Given these variations and complexities, it is natural to try to develop a system for managing them, eg, a list of traits or attributes one can apply to certain groups. For example, patients of Asian origin prefer _______. However, there is an inherent danger in doing this, as it leads to stereotyping [25]. Cultural factors also may be given inappropriate meaning. Specifically, a well-meaning clinician might attribute certain characteristics to a patient when in fact it has little bearing on the patient’s perspective [25]. In addition, given the nature of communication, travel, and the fact that many individuals identify with more than one cultural group, it may be inappropriate to attribute a singular cultural identity to a group in contemporary society. As a result, Kleinman [25] proposed an ethnographic approach as opposed to a cultural approach. Specifically, this involves understanding a patient and his/her illness from an individual’s perspective as opposed to the cultural collective.

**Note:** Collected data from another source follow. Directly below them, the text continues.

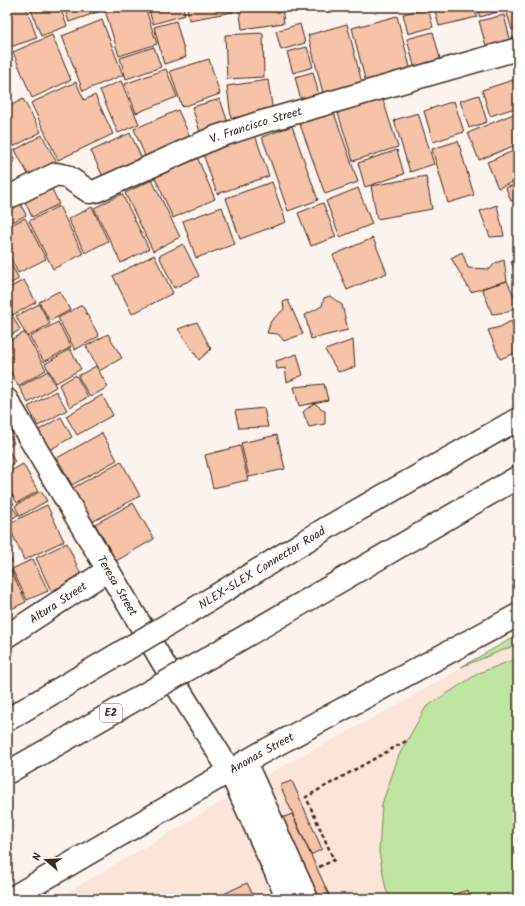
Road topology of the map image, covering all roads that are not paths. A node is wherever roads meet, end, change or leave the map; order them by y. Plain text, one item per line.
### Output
1 (518, 49) edge
2 (7, 198) edge
3 (7, 400) edge
4 (518, 419) edge
5 (518, 477) edge
6 (108, 570) junction
7 (518, 615) edge
8 (7, 636) edge
9 (7, 720) edge
10 (238, 767) junction
11 (7, 773) edge
12 (250, 796) junction
13 (18, 897) edge
14 (288, 899) edge
15 (307, 899) edge

1 - 2 main road, V. Francisco Street
3 - 6 main road, Teresa Street
4 - 9 main road, NLEX-SLEX Connector Road, bridge
5 - 11 main road, E2, bridge
6 - 8 main road, Altura Street
6 - 10 main road, Teresa Street
7 - 10 main road, Anonas Street
10 - 12 main road, Teresa Street
10 - 13 main road, Anonas Street
12 - 14 main road
12 - 15 main road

Communication Skills to Help Deliver Bad News

Two models can be particularly useful as communication guides when the need arises to deliver bad news. The Kleinman model, as previously mentioned, incorporates an ethnographic approach and focuses on understanding the individualized influence of a patient’s culture and context [25]. The “SPIKES” model was developed in reference to cancer patients and guides the clinician through a 6-step communication process with patients [9]. An integrated approach that incorporates both models can be found in the Table. When combined, these 2 approaches provide a framework to help the clinician communicate in a way that is patient-centered, humanistic, and culturally responsive. These approaches provide practical guidance and identify specific questions one can use to better understand the patient’s perspective of his diagnosis and treatment preferences. Additionally, the specific steps may be used over several sessions with the patient and are not necessarily meant to be done in a linear fashion.